Solenidade da Santíssima Trindade

15/06/2025

Tudo na vida começa e termina com o Sinal da Cruz, no qual invocamos Deus que é Uno e Trino (ou seja, que é um só Deus e, ao mesmo tempo, é Pai e Filho e Espírito Santo). É assim ao se levantar, ao tomar as refeições, ao iniciar os trabalhos, diante de um perigo e, por fim, na hora de ir dormir. A Santa Missa, a nossa comunhão com o Céu, começa e termina invocando-se a Santíssima Trindade. Sim, Deus é origem e fim de tudo em nossas vidas!

Por isso hoje a Igreja, tendo passado por todos os mistérios da nossa salvação durante o ano litúrgico (o nascimento, a paixão, a morte, a ressurreição e a ascensão de Cristo, e com o envio do Espírito Santo), faz-nos contemplar um mistério grandioso da nossa fé: a Santíssima Trindade.

Neste dia é oportuno não só recordar o que sabemos deste mistério de nossa fé, mas também lembrar que fomos batizados “em nome do Pai e do Filho e do Espírito Santo” e desde então chamados a viver a vida da Trindade, agora, aqui na terra, e depois no céu. Por isso hoje eu vos convido a contemplar o mistério e a lembrar o que ele significa em nossas vidas:

1. Contemplar o mistério: quem é Deus?

Uma das mais belas definições de Deus está numa das epístolas de S. João. Se lhe perguntássemos “Quem é Deus?”, o discípulo amado nos responderia: “Deus é amor” (1). E por essa definição podemos começar uma reflexão muito simples para perceber a Trindade:

Se Deus é amor, a quem Ele ama? Os homens? Sim, mas os homens começaram a existir há certo tempo. A quem Deus amava antes? O universo? Sim, mas também o universo foi criado, e em um determinado tempo não existia! Então Deus ama a si mesmo? Isso seria um egoísmo se Deus fosse uma pessoa só… então, isso quer dizer que…
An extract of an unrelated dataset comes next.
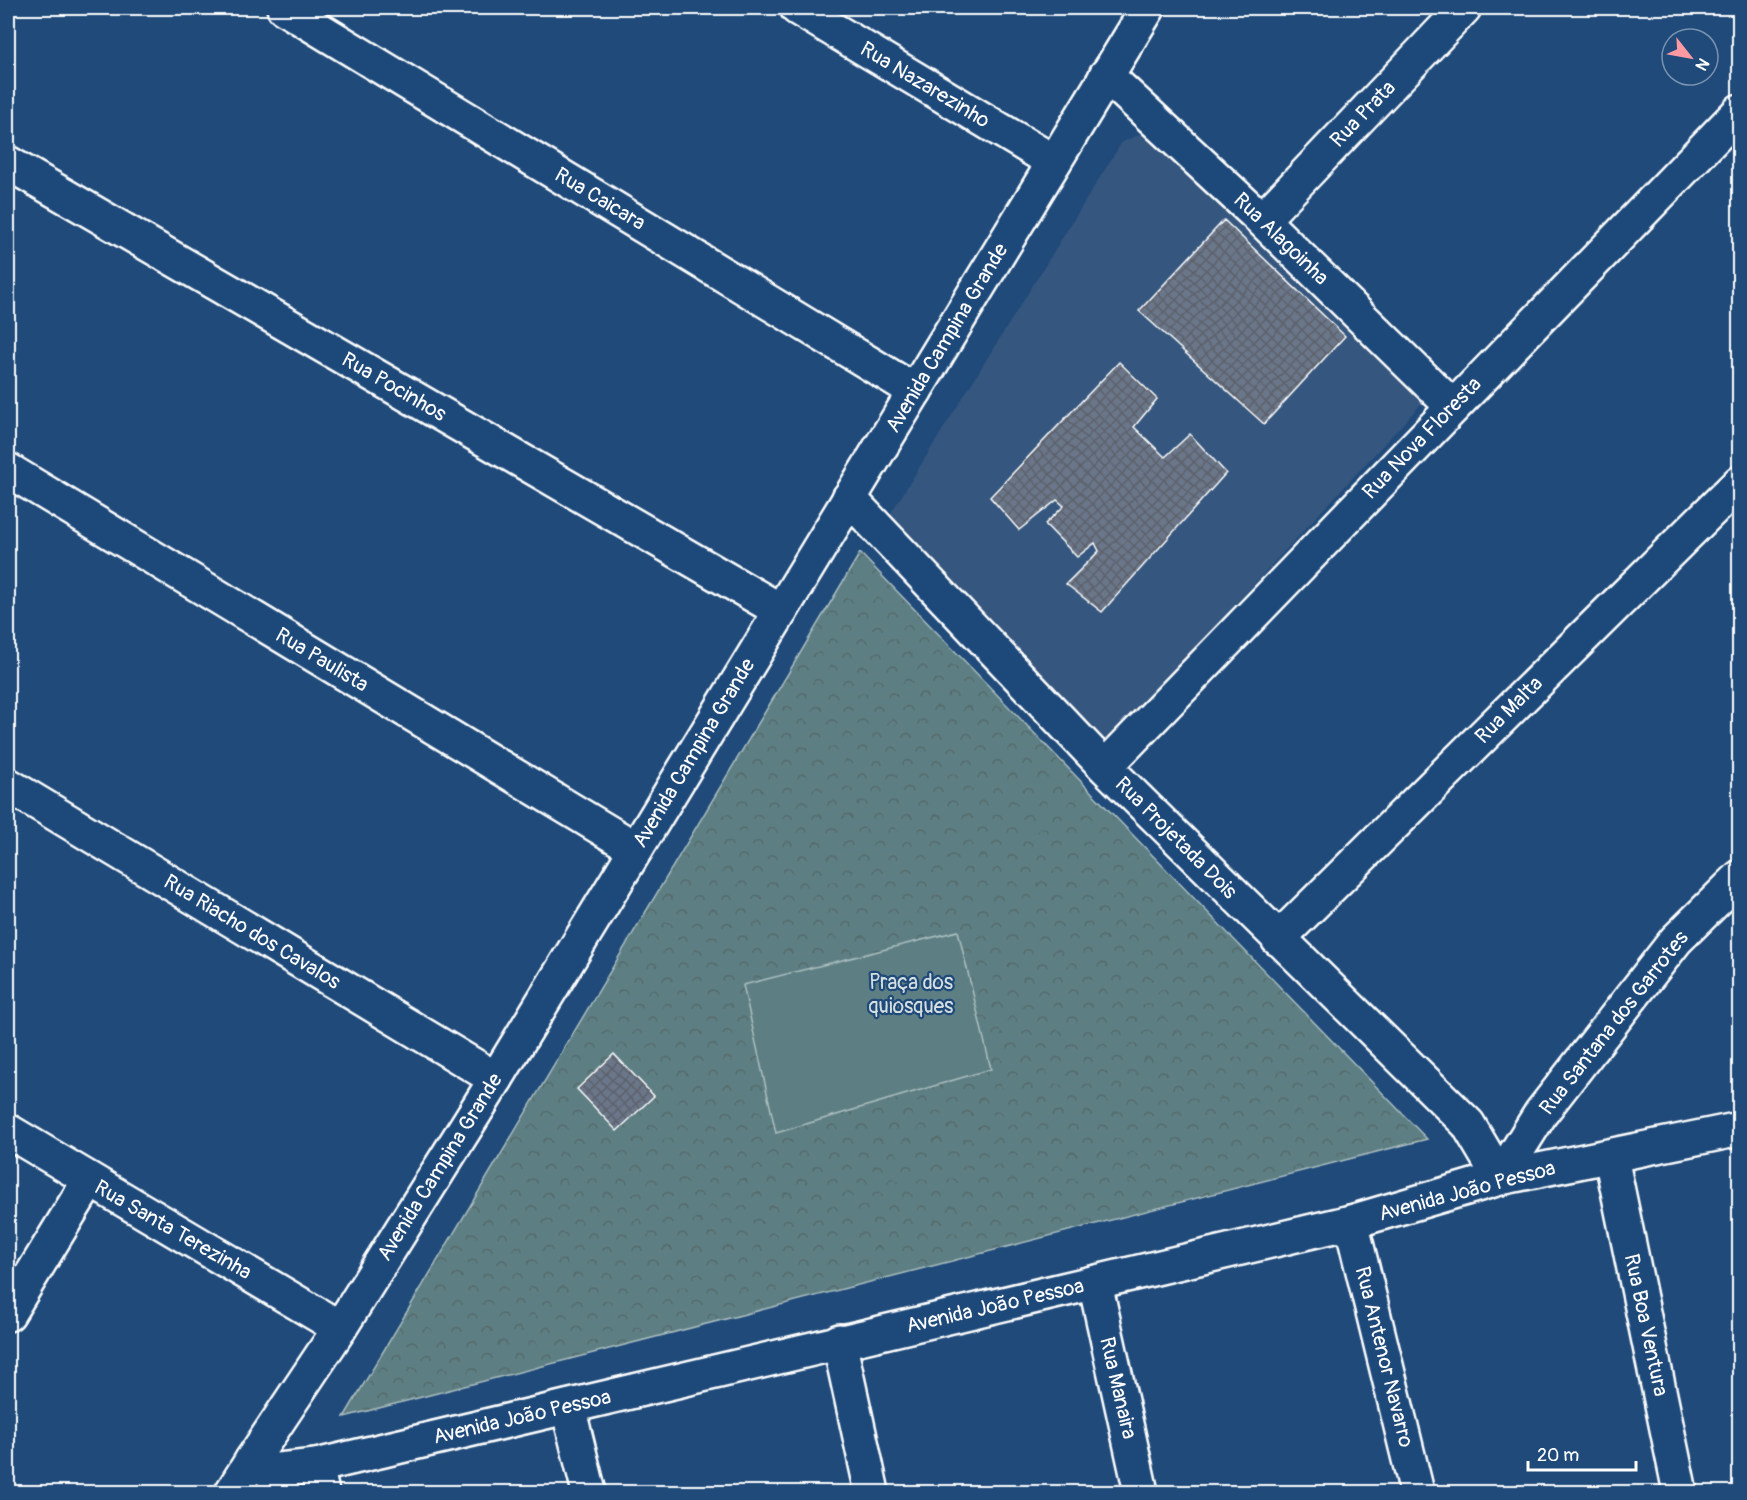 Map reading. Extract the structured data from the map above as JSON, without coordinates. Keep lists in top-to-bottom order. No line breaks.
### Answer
{"streets":{"street":["Rua Nazarezinho","Rua Prata","Rua Caicara","Rua Alagoinha","Avenida Campina Grande","Rua Pocinhos","Rua Nova Floresta","Rua Paulista","Rua Malta","Rua Projetada Dois","Rua Riacho dos Cavalos","Rua Santana dos Garrotes","Avenida João Pessoa","Rua Santa Terezinha","Rua Boa Ventura","Rua Antenor Navarro","Rua Manaira"]},"crossings":[["Rua Nazarezinho","Avenida Campina Grande"],["Rua Prata","Rua Alagoinha"],["Rua Caicara","Avenida Campina Grande"],["Rua Alagoinha","Avenida Campina Grande"],["Rua Alagoinha","Rua Nova Floresta"],["Avenida Campina Grande","Rua Pocinhos"],["Avenida Campina Grande","Rua Paulista"],["Avenida Campina Grande","Rua Projetada Dois"],["Avenida Campina Grande","Rua Riacho dos Cavalos"],["Avenida Campina Grande","Avenida João Pessoa"],["Avenida Campina Grande","Rua Santa Terezinha"],["Rua Nova Floresta","Rua Projetada Dois"],["Rua Malta","Rua Projetada Dois"],["Rua Projetada Dois","Rua Santana dos Garrotes"],["Rua Projetada Dois","Avenida João Pessoa"],["Rua Santana dos Garrotes","Avenida João Pessoa"],["Avenida João Pessoa","Rua Boa Ventura"],["Avenida João Pessoa","Rua Antenor Navarro"],["Avenida João Pessoa","Rua Manaira"]],"parks":["Praça dos quiosques"],"scale_bar":"20 m","north":"bottom right"}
Aqui surge a resposta que nos foi revelada por Cristo: Deus é Amor porque ama com amor infinito seu Filho. Eis a Santíssima Trindade: em Deus há um que ama (Pai), outro que é amado (Filho) e o amor que os une (Espírito Santo).

E quem nos revelou este mistério? Jesus Cristo! Ele nos revelou o Pai e nos deu o Espírito Santo. Se Cristo não nos tivesse revelado nunca saberíamos que Deus é assim! Foi o que disse S. Tomás de Aquino (2).

Pouco a pouco, como um bom professor (na pedagogia divina), Deus foi nos revelando quem Ele É. No Antigo Testamento fica bem claro que há um só Deus, evitando assim o erro do politeísmo (3). Deus falou-nos como se fala com um amigo, assim como ouvimos na Primeira Leitura na experiência de Moisés!

E no Novo Testamento Jesus confirma que Deus é um, mas diz também que Nele existem três Pessoas diferentes. Por isso ouvimos no Evangelho aquela conversa noturna com Nicodemos, em que Cristo revela tesouros preciosos sobre a nossa fé, principalmente sobre a Trindade!

É claro que amor é mistério, ou seja, vai além da razão. Não seria possível apenas com os nossos raciocínios e a nossa capacidade intelectual chegar a essa conclusão. E ainda que Deus tenha nos revelado em Jesus quem Ele é, a penumbra do mistério vai continuar sempre, nesta vida, até o dia em que “ante o fulgor daquela luz, não haverá duvidas” (4).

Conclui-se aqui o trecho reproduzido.